Super Bowl: Manning throws away bid for one final comeback
AP National Writer
MIAMI — Peyton Manning spent the whole season building toward a Super Bowl crown, a win that certainly would put him among the greatest quarterbacks in NFL history.
And then he threw it all away.
Blocked onto his butt, Manning could only watch as Tracy Porter returned an interception for a clinching, 74-yard touchdown in the final minutes Sunday that gave the New Orleans Saints a 31-17 victory over the Indianapolis Colts.
"It's time for the Saints to celebrate. It's their field and it's their championship," Manning said.
It was a startling end to a game that seemed destined to wind up in Manning's strong right hand. It was the lone turnover of a back-and-forth thriller — who in the world would have thought the big mistake could be made by Manning?
Yet there he was, sitting on the grass after brawny Saints defensive end Will Smith knocked him down as he tried to get in Porter's way. Manning took a glance over his shoulder toward the end zone, unbuckled his chin strap, stood up and simply walked toward the bench.
"We played well in the first playoff game, played well two weeks ago. We just didn't make enough plays against the Saints," Manning said.
All week, the story line for the Super Bowl was this: Could Manning, a New Orleans boy through and through, deny the Saints in a game they desperately wanted to win for their city?
Turned out Manning did help his hometown town win its first Super Bowl — only not in the way he wanted.
Until Porter cut in front of wide receiver Reggie Wayne, Manning seemed to be in charge. The four-time MVP did his dance at the line of scrimmage, putting his teammates in position, and zipped pass completions all over the field.
The Colts set an NFL record with seven fourth-quarter comebacks this season, and surely most everyone at Sun Life Stadium thought ol' Peyton was at it again. Down 24-17, the Colts were driving toward a tying score until Porter sealed it with 3:12 left.
Manning had been MVP of the Colts' victory in the Super Bowl on the very same field three years ago, and was a good bet to win the trophy once more. Instead, the night finished the same way his final college game for Tennessee did — a bruising loss to Nebraska, also on this field.
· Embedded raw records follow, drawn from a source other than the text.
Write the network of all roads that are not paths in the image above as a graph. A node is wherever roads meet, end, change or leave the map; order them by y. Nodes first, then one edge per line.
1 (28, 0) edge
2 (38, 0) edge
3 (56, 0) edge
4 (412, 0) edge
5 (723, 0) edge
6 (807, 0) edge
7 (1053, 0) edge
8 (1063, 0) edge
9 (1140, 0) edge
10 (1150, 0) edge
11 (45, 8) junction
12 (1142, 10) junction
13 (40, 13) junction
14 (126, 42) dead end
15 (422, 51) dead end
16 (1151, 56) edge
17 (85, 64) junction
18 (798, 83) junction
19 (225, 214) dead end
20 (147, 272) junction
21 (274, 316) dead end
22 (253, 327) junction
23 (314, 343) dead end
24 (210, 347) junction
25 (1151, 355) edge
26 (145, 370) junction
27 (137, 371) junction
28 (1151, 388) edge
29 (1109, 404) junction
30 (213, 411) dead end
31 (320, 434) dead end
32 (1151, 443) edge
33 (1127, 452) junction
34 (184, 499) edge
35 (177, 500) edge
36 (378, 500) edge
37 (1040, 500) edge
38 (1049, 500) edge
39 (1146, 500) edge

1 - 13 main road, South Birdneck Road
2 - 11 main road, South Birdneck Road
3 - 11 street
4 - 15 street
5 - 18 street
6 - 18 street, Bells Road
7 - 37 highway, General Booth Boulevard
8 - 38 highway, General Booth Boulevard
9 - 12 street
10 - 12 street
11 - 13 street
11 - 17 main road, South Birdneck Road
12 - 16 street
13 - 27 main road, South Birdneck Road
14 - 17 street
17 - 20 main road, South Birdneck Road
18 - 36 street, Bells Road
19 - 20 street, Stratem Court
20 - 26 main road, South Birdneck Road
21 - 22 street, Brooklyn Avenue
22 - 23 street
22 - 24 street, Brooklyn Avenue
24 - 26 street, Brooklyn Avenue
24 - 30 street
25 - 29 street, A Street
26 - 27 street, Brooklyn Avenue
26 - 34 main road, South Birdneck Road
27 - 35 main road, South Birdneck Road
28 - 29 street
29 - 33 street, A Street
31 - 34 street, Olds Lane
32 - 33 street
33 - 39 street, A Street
Even after Porter's pick, Manning tried to rally the Colts. He moved them near the Saints' goal line, but a final pass to Wayne fell incomplete.
Saints quarterback Drew Brees, the beneficiary of Manning's pep talks while in college at Purdue, took a knee to end it.
Manning wound up 31 for 45 for 333 yards and one touchdown. His finished one short of the Super Bowl record for completions set by Tom Brady and tied by Brees, though the one pass he threw to the Saints will be the one that fans remember, and the pick that's shown on highlight films for years to come.
Known for their late rallies, the Colts lost by letting the Saints outscore them 15-0 in the final 15 minutes.
Manning was surrounded in the final period. As he walked from the sideline to the huddle with his head down to start the fourth quarter, he suddenly found himself surrounded by three dozen Colts cheerleaders rushing off the field after their routine. He stopped, let them pass and kept on his way.
Early in the period, Manning made one of his few bad throws, floating a deep ball that fell incomplete near the goal line. Manning threw down a towel when he got to the bench.
Moments later, the giant video board showed his younger brother, Eli, in the crowd. Eli was the MVP of the Super Bowl two years ago as QB of the New York Giants, but there was no celebrating this time.
Unlike celebrities such as Jamie Foxx, Gloria Estefan and Scottie Pippen who smiled when they showed up on the board, Eli merely looked straight ahead with no emotion.